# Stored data

↓

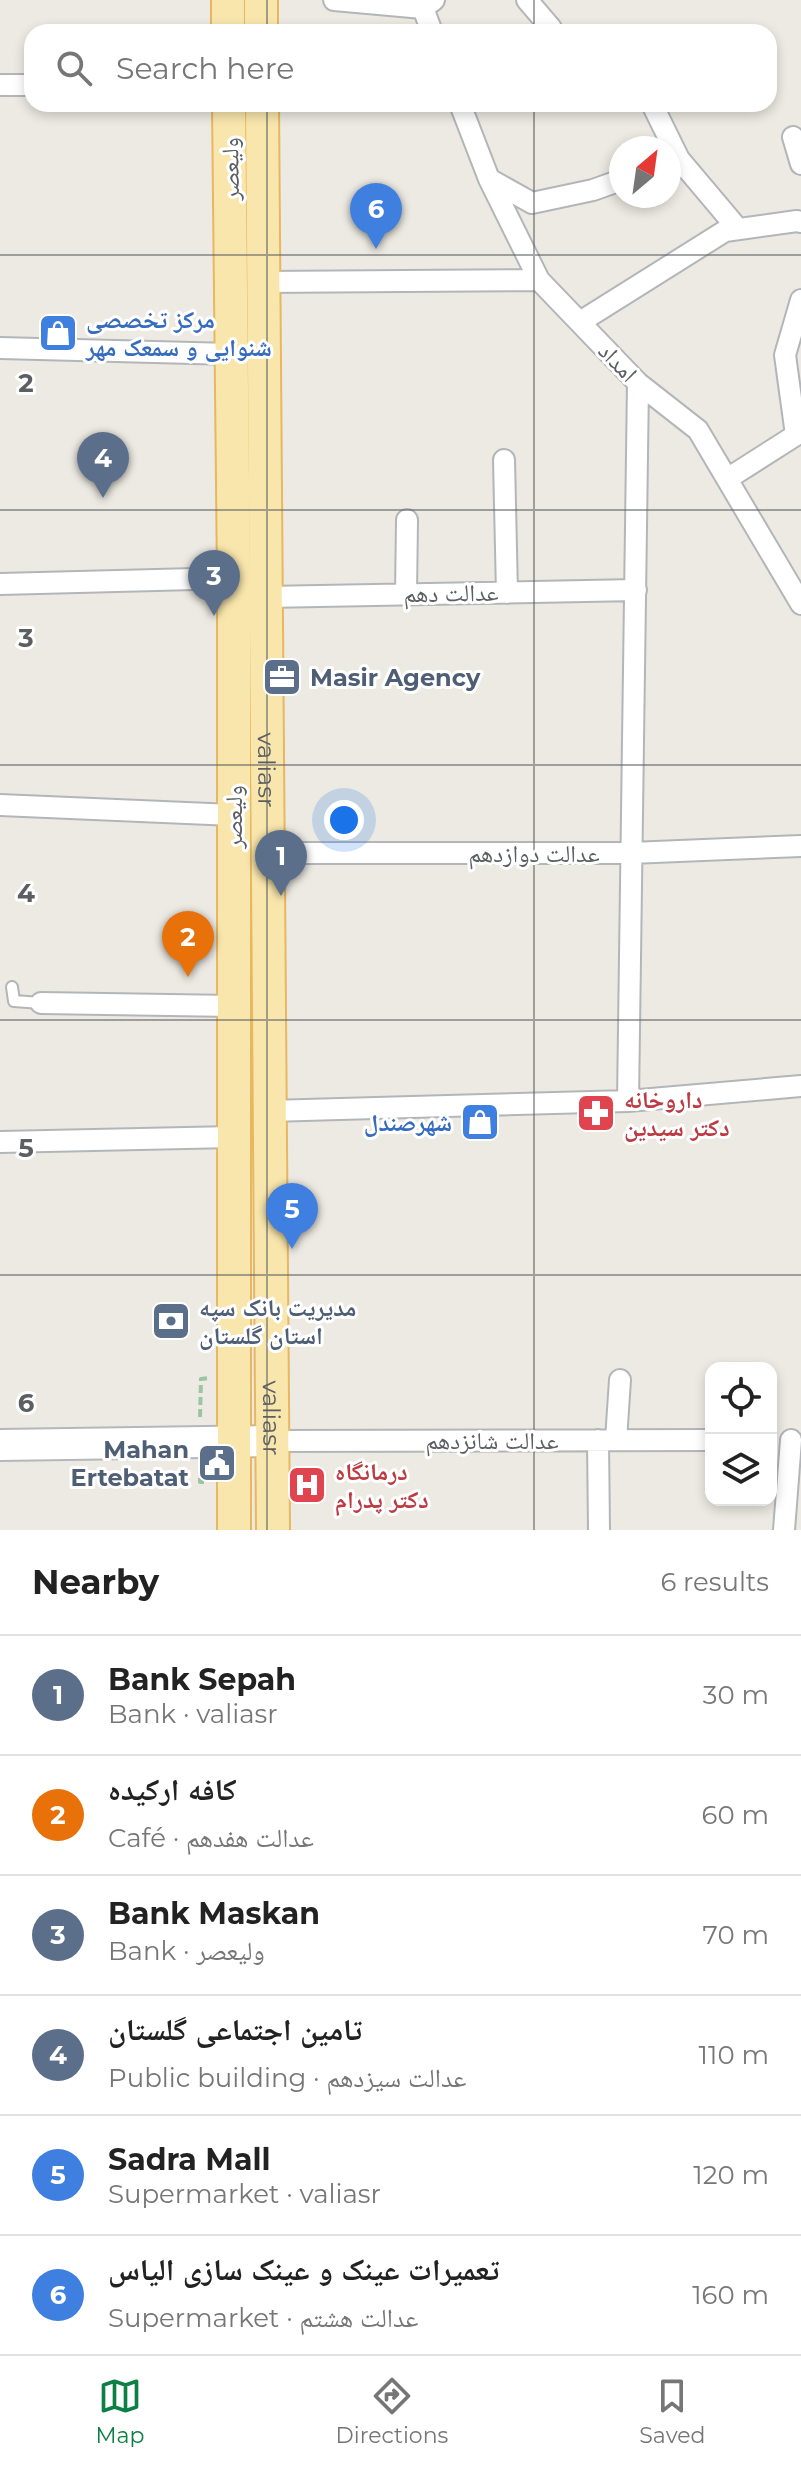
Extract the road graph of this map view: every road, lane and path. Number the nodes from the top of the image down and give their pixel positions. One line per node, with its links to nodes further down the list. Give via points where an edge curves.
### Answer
1 (228, 0): 6 (main road)
2 (261, 0): 7 (main road)
3 (334, 0): 5 (street)
4 (527, 0): 9 (street)
5 (429, 4): 8 (street)
6 (228, 24)
7 (261, 24)
8 (431, 24)
9 (548, 24)
10 (0, 85): 11 (street)
11 (24, 85)
12 (229, 112): 29 (main road, ولیعصر)
13 (262, 112): 25 (main road, valiasr)
14 (463, 112): 20 (street, امداد)
15 (655, 112): 16 (street)
16 (664, 136)
17 (793, 137): 18 (street)
18 (801, 164)
19 (681, 169): 23 (street)
20 (489, 179): 21 (street, via 532,203); 24 (street, امداد)
21 (609, 184)
22 (801, 222): 23 (street)
23 (732, 230): 27 (street)
24 (539, 280): 25 (street); 27 (street, امداد)
25 (263, 282): 39 (main road, valiasr)
26 (801, 300): 32 (street, via 785,355 796,435)
27 (580, 322): 30 (street, امداد)
28 (0, 348): 29 (street)
29 (231, 354): 34 (main road, ولیعصر)
30 (638, 383): 32 (street, امداد, via 698,430); 36 (street)
31 (504, 460): 37 (street)
32 (727, 479): 40 (street, امداد)
33 (407, 520): 38 (street)
34 (234, 578): 35 (street); 42 (main road, ولیعصر)
35 (0, 584)
36 (636, 590): 37 (street, عدالت دهم); 45 (street)
37 (507, 593): 38 (street, عدالت دهم)
38 (406, 594): 39 (street, عدالت دهم)
39 (265, 597): 44 (main road, valiasr)
40 (801, 604)
41 (0, 805): 42 (street)
42 (233, 815): 48 (main road, ولیعصر)
43 (801, 846): 45 (street, عدالت دوازدهم)
44 (267, 853): 45 (street, عدالت دوازدهم); 51 (main road, valiasr)
45 (631, 853): 50 (street)
46 (12, 987): 47 (lane, via 14,1001)
47 (41, 1003): 48 (street)
48 (233, 1006): 52 (main road, ولیعصر)
49 (801, 1086): 50 (street)
50 (628, 1101): 51 (street)
51 (269, 1111): 59 (main road, valiasr)
52 (233, 1137): 53 (street); 58 (main road, ولیعصر)
53 (0, 1142)
54 (620, 1380): 55 (street)
55 (607, 1440): 56 (street, عدالت شانزدهم); 59 (street, عدالت شانزدهم); 63 (street)
56 (705, 1440)
57 (788, 1440): 64 (street)
58 (234, 1441): 59 (street); 60 (street); 61 (main road, ولیعصر)
59 (272, 1441): 62 (main road, valiasr)
60 (0, 1445)
61 (234, 1530)
62 (273, 1530)
63 (599, 1530)
64 (784, 1530)

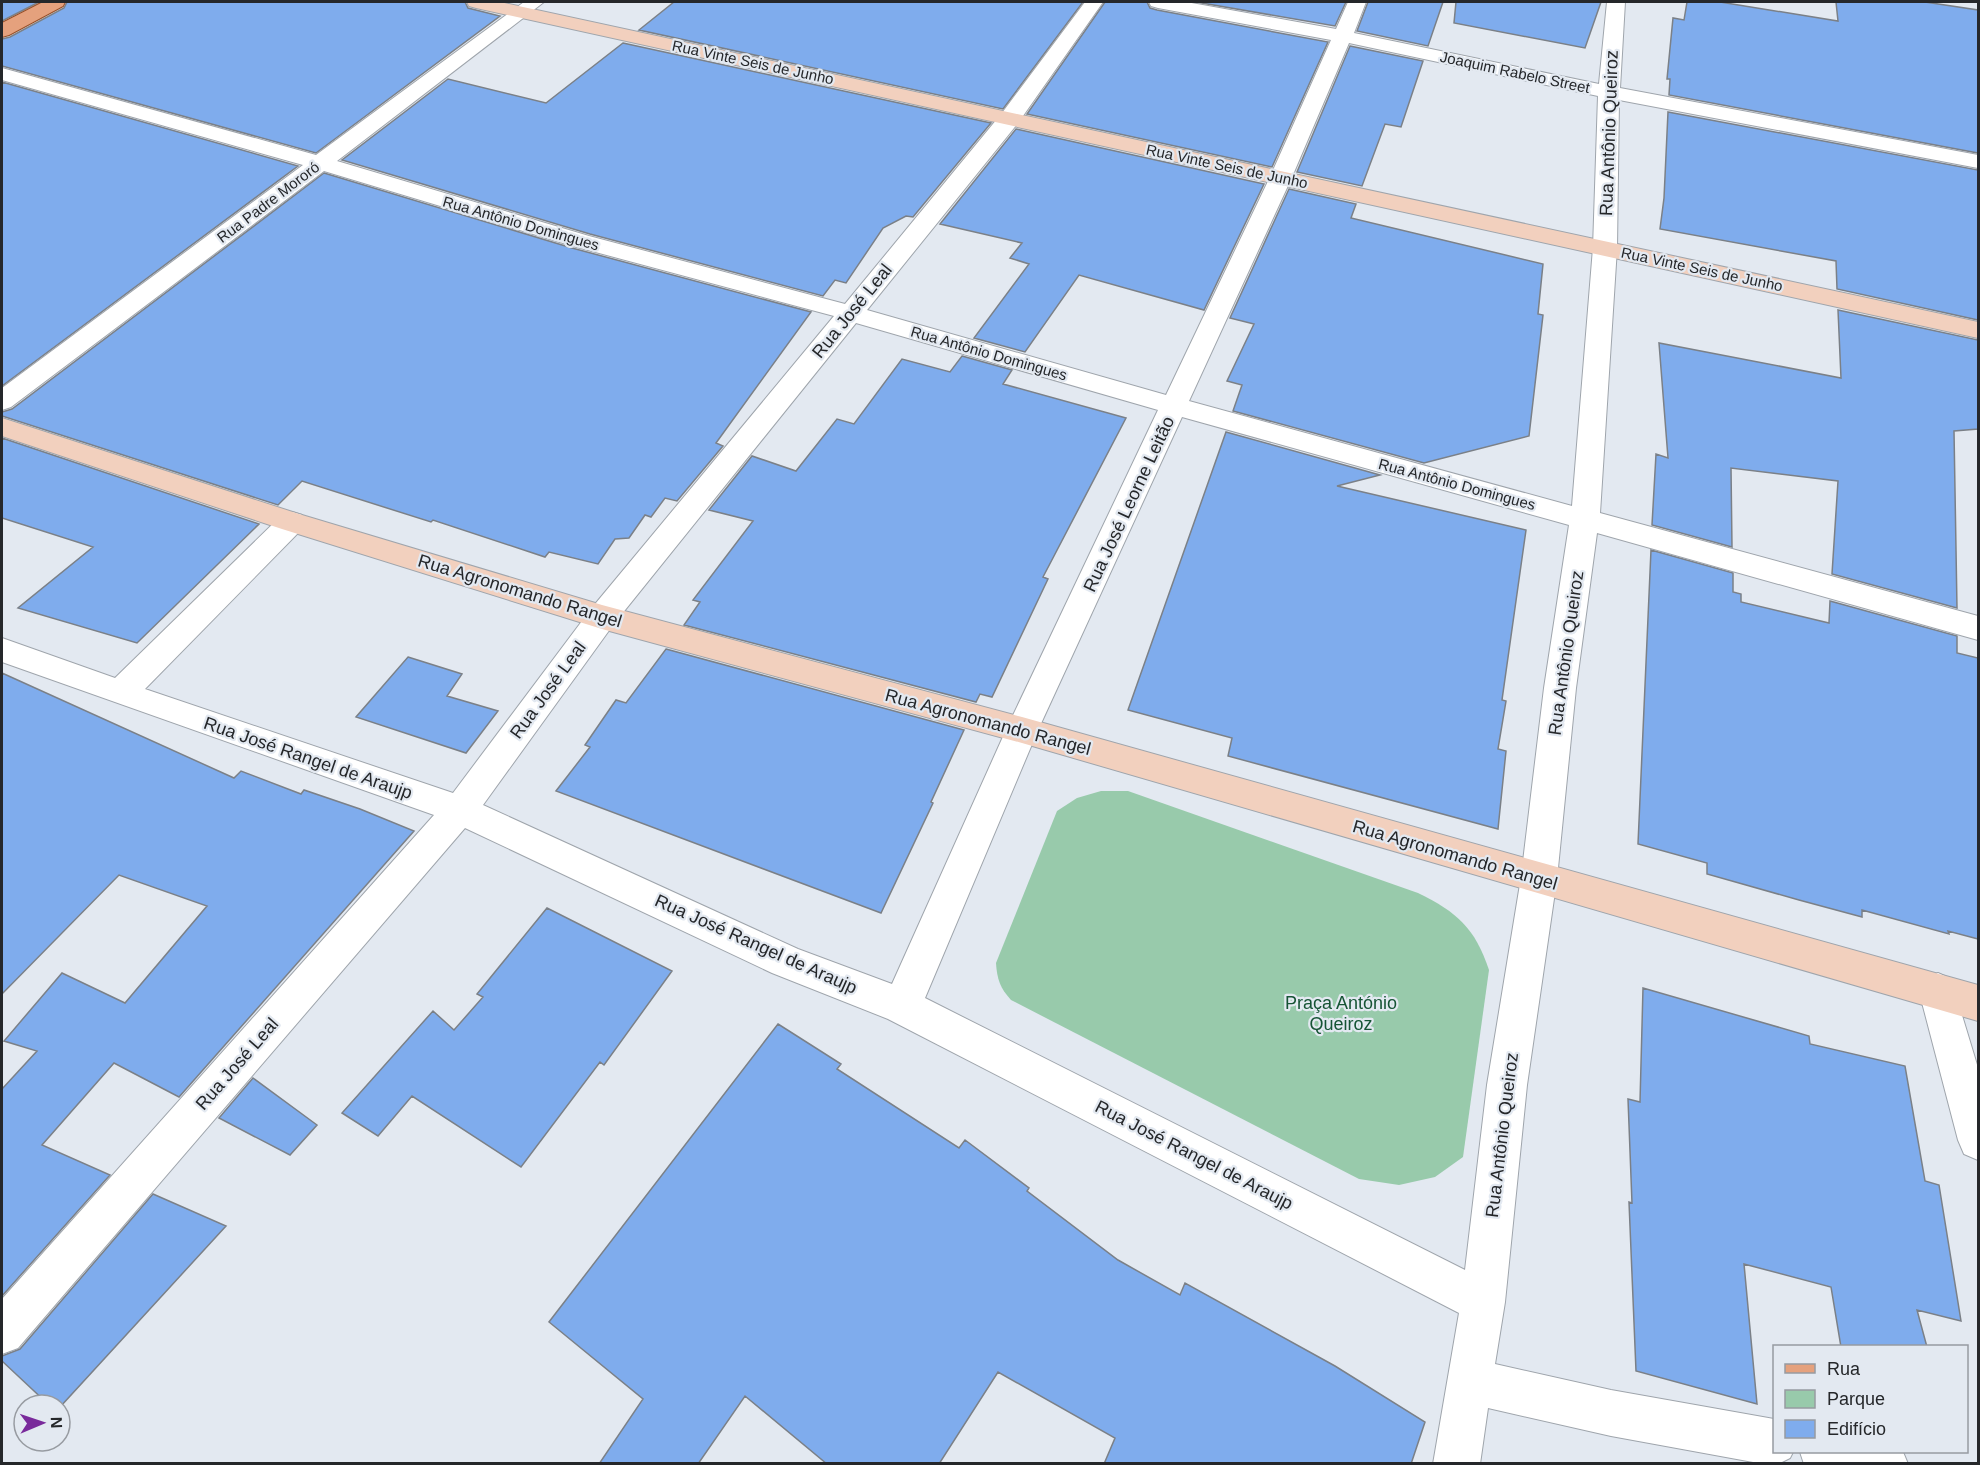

↑

# What you have to do
Within the data above, how many lines include the word "عدالت"? Respond with the number only.

# Solution for this exercise
6